CSO perempuan Korea dalam hal ini mendorong peningkatan posisi perempuan baik dalam keluarga dan juga dalam pekerjaan. Seperti yang telah dijelaskan di atas bahwa perempuan Korea dalam hal ini telah mengalami peningkatan dan kemajuan status di Korea, dan hal ini pada dasarnya tidaklah terlepas dari peran CSO sebagai organisasi yang menengahi pemerintah Korea dengan masyarakatnya.
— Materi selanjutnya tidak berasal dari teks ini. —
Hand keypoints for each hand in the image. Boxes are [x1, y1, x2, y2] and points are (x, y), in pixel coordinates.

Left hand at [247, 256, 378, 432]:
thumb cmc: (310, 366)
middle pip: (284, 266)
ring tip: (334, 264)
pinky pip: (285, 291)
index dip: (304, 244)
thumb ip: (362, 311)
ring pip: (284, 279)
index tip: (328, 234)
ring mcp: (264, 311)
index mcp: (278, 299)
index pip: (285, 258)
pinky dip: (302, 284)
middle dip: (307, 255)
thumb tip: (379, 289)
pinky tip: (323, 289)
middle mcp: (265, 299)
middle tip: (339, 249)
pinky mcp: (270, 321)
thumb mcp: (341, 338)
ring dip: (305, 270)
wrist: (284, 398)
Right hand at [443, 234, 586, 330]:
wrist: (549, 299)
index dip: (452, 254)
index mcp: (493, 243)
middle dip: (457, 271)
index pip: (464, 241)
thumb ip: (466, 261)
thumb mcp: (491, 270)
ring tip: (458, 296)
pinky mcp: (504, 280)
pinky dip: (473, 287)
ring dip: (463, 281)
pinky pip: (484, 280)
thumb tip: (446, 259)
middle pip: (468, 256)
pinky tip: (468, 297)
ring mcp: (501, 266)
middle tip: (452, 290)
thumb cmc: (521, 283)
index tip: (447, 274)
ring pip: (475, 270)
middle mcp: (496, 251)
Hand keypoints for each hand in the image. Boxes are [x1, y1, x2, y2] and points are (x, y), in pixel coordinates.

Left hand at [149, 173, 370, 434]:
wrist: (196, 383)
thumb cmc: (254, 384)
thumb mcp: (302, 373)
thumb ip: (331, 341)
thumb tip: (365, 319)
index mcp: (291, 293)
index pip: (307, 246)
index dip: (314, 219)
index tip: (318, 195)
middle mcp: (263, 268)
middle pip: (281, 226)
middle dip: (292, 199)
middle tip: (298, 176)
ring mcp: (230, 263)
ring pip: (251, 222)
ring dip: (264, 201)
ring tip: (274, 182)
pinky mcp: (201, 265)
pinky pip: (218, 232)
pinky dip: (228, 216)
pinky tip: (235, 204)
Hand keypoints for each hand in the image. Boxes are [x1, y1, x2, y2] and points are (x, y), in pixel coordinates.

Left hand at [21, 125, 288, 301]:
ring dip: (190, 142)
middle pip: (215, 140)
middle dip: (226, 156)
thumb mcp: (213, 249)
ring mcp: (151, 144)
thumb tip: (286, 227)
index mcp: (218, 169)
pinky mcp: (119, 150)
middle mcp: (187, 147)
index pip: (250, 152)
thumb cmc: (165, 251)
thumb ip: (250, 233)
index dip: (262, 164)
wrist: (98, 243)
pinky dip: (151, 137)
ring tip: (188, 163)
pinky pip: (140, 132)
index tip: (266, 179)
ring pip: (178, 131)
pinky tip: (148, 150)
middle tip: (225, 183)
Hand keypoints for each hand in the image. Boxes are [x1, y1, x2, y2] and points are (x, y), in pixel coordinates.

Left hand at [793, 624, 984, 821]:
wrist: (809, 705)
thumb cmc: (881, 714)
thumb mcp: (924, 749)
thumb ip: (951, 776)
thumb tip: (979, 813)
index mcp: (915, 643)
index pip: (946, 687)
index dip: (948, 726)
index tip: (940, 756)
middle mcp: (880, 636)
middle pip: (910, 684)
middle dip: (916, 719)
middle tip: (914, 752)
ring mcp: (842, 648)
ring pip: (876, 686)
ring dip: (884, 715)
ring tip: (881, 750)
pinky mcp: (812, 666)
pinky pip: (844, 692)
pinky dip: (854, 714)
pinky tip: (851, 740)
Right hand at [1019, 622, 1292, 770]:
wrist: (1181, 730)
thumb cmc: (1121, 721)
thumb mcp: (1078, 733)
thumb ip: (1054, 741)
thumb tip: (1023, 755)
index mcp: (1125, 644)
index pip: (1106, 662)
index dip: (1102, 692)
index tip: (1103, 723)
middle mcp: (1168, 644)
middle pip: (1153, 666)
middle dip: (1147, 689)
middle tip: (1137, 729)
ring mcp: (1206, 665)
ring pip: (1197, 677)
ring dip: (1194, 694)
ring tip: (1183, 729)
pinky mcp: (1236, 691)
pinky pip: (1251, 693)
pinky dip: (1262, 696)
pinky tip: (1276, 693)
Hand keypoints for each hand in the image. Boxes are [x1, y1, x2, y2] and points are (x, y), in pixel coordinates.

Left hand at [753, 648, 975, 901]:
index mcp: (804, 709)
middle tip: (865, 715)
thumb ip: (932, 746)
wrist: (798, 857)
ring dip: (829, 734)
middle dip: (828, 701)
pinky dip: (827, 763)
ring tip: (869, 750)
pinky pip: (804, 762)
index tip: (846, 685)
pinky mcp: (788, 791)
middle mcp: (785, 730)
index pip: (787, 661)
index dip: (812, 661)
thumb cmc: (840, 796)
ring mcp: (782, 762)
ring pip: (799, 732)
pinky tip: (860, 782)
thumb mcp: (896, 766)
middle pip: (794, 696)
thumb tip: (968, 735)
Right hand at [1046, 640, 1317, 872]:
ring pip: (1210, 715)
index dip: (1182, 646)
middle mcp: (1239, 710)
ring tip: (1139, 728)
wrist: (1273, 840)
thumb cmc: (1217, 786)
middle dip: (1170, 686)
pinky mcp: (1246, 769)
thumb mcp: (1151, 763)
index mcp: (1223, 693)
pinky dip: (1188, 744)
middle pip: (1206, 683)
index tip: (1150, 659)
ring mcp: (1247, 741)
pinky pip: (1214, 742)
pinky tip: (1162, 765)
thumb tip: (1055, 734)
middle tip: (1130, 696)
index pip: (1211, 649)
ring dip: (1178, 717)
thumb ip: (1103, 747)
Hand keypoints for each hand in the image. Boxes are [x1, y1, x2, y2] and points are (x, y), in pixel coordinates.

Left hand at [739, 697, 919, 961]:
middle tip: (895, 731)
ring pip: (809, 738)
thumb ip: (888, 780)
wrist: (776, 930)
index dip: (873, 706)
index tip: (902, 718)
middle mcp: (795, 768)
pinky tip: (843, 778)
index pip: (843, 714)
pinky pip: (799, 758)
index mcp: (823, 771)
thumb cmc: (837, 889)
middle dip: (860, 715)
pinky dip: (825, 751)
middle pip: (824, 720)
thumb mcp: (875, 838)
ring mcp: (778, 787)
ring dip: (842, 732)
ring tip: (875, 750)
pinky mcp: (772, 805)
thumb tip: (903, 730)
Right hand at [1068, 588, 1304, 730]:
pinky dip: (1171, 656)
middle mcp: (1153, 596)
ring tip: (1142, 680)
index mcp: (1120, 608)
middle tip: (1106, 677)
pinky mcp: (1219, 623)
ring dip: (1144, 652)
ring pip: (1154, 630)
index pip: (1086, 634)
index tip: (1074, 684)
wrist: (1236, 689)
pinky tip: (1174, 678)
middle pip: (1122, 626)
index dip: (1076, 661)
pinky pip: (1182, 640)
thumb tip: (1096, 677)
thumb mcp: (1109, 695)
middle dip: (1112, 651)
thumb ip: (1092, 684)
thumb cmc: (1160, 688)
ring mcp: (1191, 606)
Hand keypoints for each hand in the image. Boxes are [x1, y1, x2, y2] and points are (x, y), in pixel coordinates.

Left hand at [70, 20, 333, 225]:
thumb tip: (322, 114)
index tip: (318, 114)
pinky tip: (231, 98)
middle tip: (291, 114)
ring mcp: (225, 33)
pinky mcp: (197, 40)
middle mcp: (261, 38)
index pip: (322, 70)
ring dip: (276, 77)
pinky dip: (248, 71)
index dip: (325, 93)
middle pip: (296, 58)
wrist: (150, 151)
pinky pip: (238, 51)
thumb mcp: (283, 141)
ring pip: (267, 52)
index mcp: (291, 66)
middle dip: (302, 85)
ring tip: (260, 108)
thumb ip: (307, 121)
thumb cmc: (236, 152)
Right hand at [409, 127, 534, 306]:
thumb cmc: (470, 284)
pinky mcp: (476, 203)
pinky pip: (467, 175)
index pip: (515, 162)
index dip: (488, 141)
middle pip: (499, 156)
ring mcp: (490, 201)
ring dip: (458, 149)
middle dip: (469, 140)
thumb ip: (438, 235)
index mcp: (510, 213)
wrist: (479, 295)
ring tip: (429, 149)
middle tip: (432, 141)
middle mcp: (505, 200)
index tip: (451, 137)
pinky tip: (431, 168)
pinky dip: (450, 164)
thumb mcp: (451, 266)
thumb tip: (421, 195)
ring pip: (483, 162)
Hal ini juga terlihat dari meningkatnya jumlah CSO perempuan, dimana pada tahun 1980, CSO perempuan di Korea berjumlah 36 dan terus mengalami peningkatan setiap tahunnya dimana pada tahun 1993 menjadi 78 organisasi.Tidak hanya itu organisasi perempuan Korea ini pun tidak semuan berjalan dalam jalur yang sama. Perbedaan visi membuat pergerakan mereka pun berbeda, ada yang bersifat mainstream da ada yang bersifat reformis. Perbedaan sifat organisasi ini pun pada akhirnya memberikan perbedaan dalam cara dan juga tujuan yang ingin mereka capai. Dengan demikian, penelitian ini akan mencoba menjawab Bentuk tindakan apakah yang dilakukan oleh CSO-CSO perempuan di Korea dalam rangka memajukan posisi perempuan di Korea? Dalam hal ini peneliti akan melihat baik dari sudut domestik dan juga hubungan CSO tersebut dengan arena internasional.